------ DATA FOR REVIEW ------
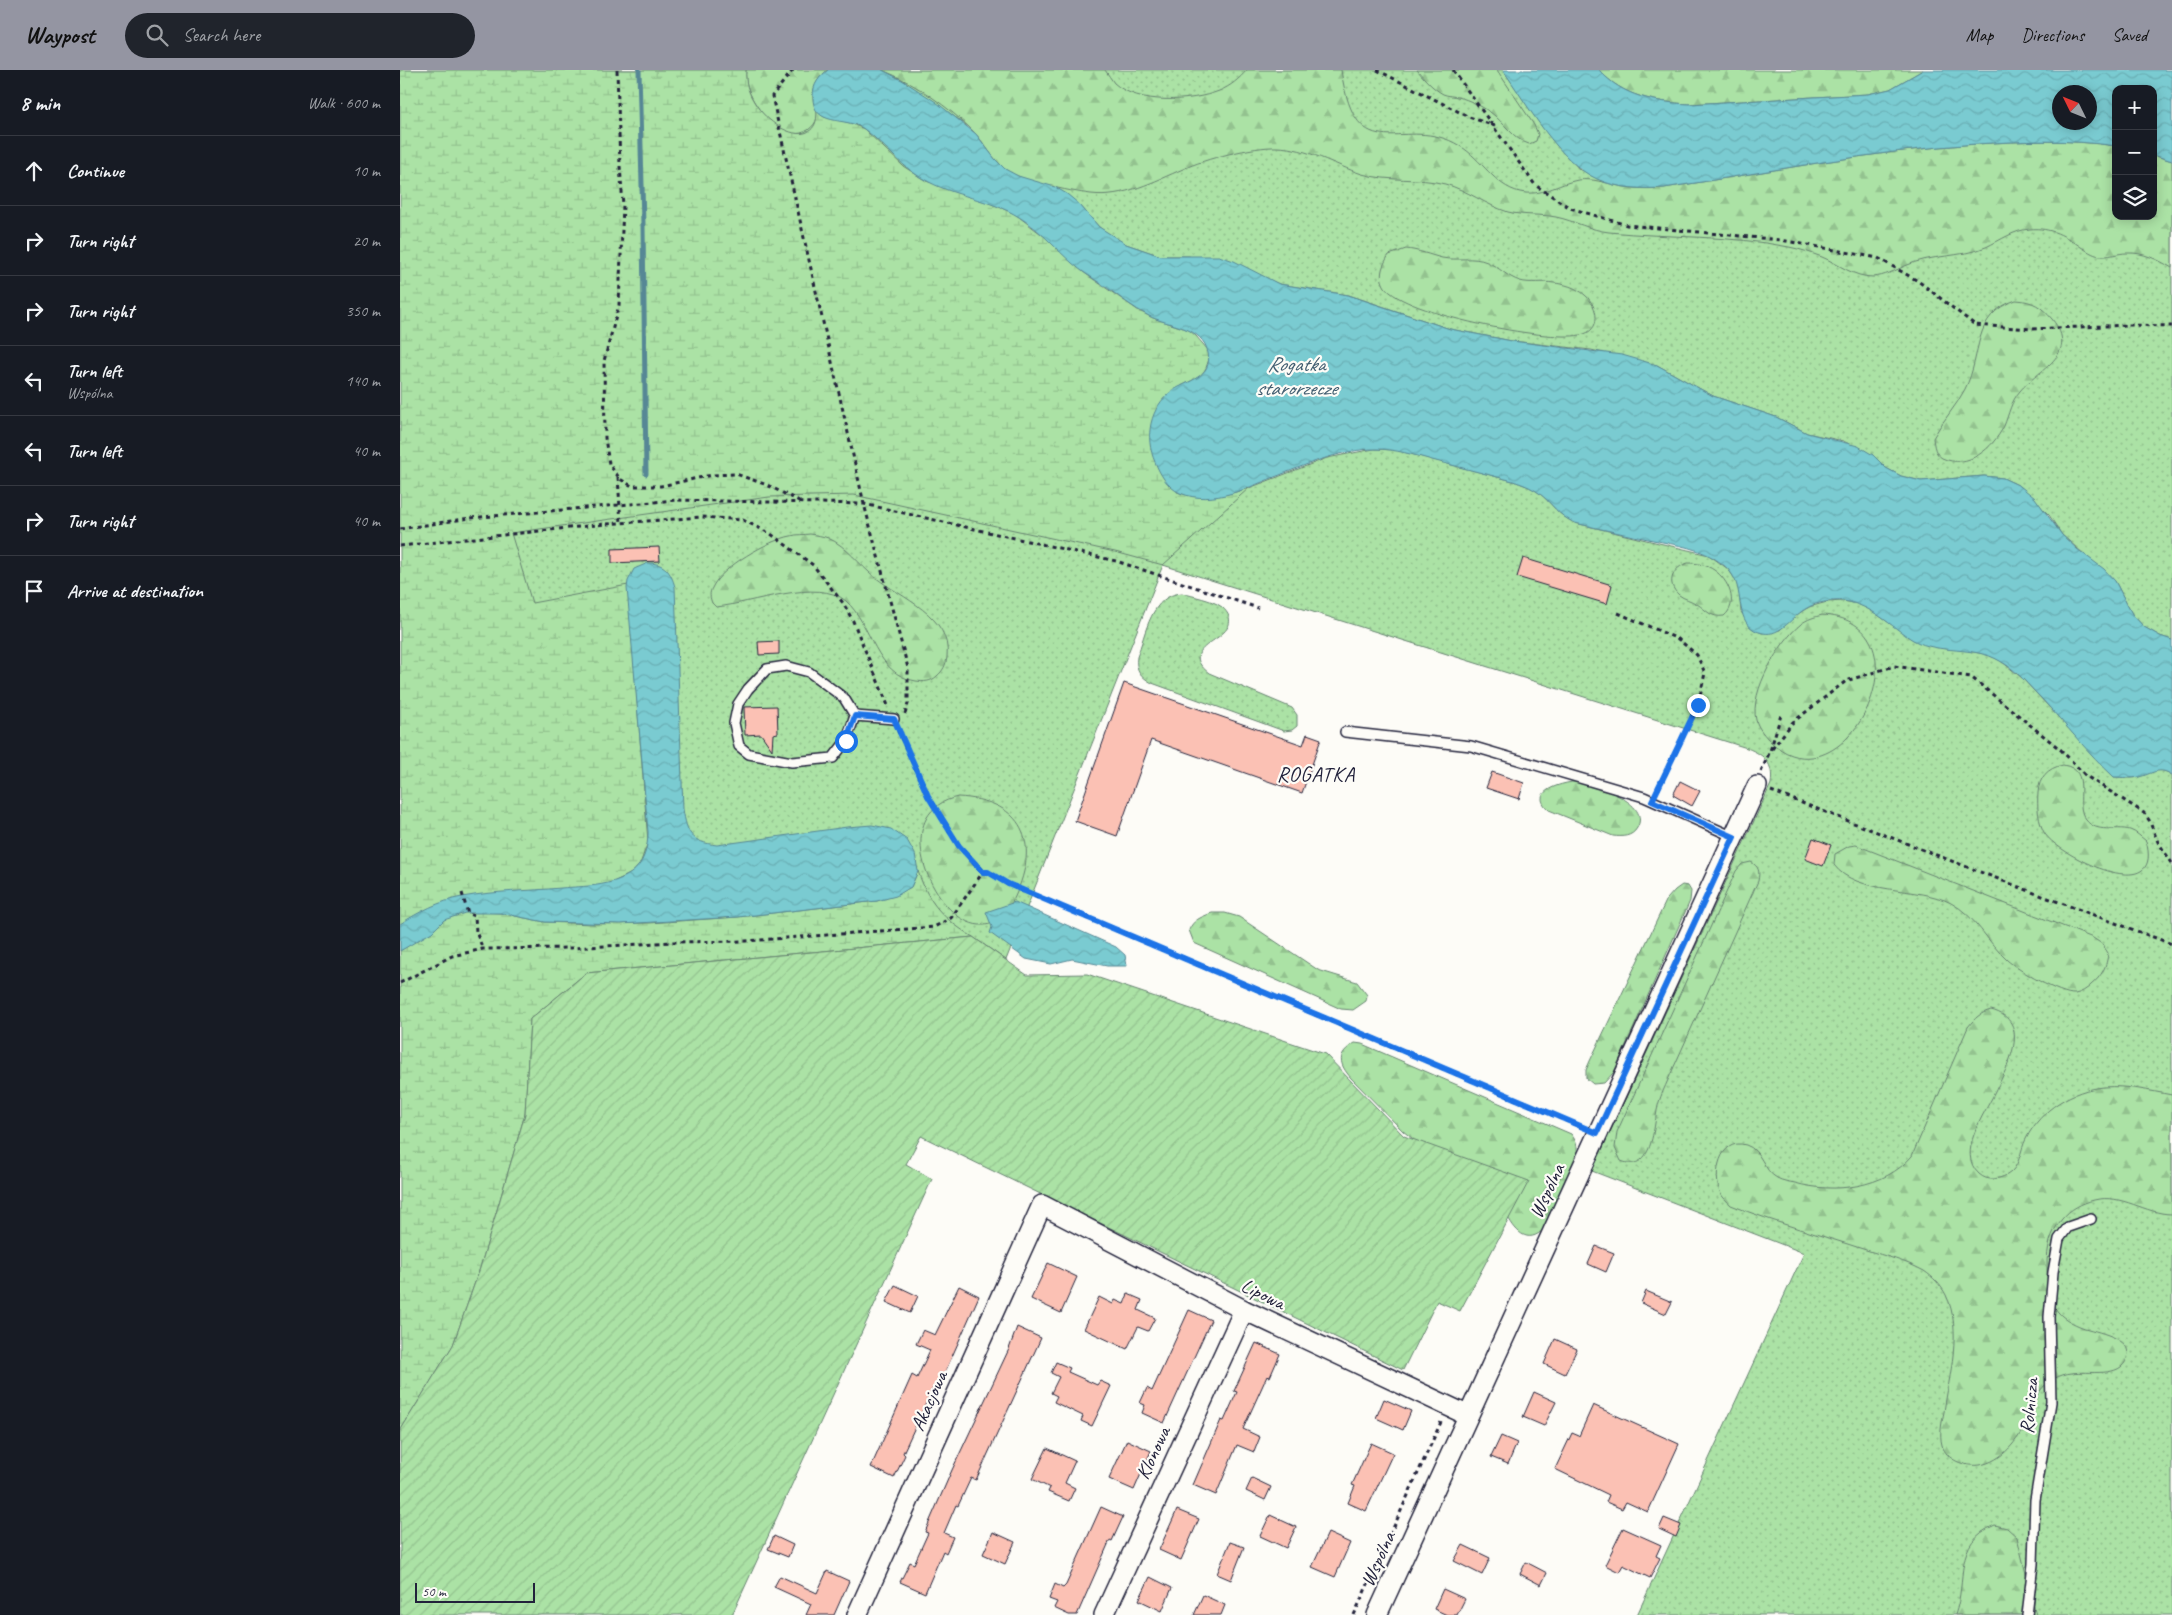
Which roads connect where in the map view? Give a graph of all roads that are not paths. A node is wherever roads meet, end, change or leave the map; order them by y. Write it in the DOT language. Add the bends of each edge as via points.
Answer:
graph roads {
  1 [pos="855,716"];
  2 [pos="894,719"];
  3 [pos="1345,732"];
  4 [pos="1757,786"];
  5 [pos="1734,837"];
  6 [pos="1042,1205"];
  7 [pos="2091,1219"];
  8 [pos="1244,1310"];
  9 [pos="1468,1415"];
  10 [pos="857,1615"];
  11 [pos="1104,1615"];
  12 [pos="1377,1615"];
  13 [pos="2027,1615"];
  1 -- 1 [label="lane" via="844,698 816,677 786,666 767,669 748,689 738,704 734,723 739,746 749,754 792,762 833,758 846,741"];
  1 -- 2 [label="lane"];
  3 -- 5 [label="lane" via="1471,746 1652,801"];
  4 -- 5 [label="street, Wspólna"];
  5 -- 9 [label="street, Wspólna"];
  6 -- 8 [label="street, Lipowa"];
  6 -- 10 [label="street, Akacjowa"];
  7 -- 13 [label="lane, Rolnicza" via="2068,1227 2059,1239 2053,1272 2049,1317 2051,1402 2035,1500"];
  8 -- 9 [label="street, Lipowa"];
  8 -- 11 [label="street, Klonowa"];
  9 -- 12 [label="street, Wspólna"];
}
------
• _TASK DETAILS_:
Write out the whole listing above exactly; do not include the pictures.

• _EXERCISE RESPONSE_:
Which roads connect where in the map view? Give a graph of all roads that are not paths. A node is wherever roads meet, end, change or leave the map; order them by y. Write it in the DOT language. Add the bends of each edge as via points.
Answer:
graph roads {
  1 [pos="855,716"];
  2 [pos="894,719"];
  3 [pos="1345,732"];
  4 [pos="1757,786"];
  5 [pos="1734,837"];
  6 [pos="1042,1205"];
  7 [pos="2091,1219"];
  8 [pos="1244,1310"];
  9 [pos="1468,1415"];
  10 [pos="857,1615"];
  11 [pos="1104,1615"];
  12 [pos="1377,1615"];
  13 [pos="2027,1615"];
  1 -- 1 [label="lane" via="844,698 816,677 786,666 767,669 748,689 738,704 734,723 739,746 749,754 792,762 833,758 846,741"];
  1 -- 2 [label="lane"];
  3 -- 5 [label="lane" via="1471,746 1652,801"];
  4 -- 5 [label="street, Wspólna"];
  5 -- 9 [label="street, Wspólna"];
  6 -- 8 [label="street, Lipowa"];
  6 -- 10 [label="street, Akacjowa"];
  7 -- 13 [label="lane, Rolnicza" via="2068,1227 2059,1239 2053,1272 2049,1317 2051,1402 2035,1500"];
  8 -- 9 [label="street, Lipowa"];
  8 -- 11 [label="street, Klonowa"];
  9 -- 12 [label="street, Wspólna"];
}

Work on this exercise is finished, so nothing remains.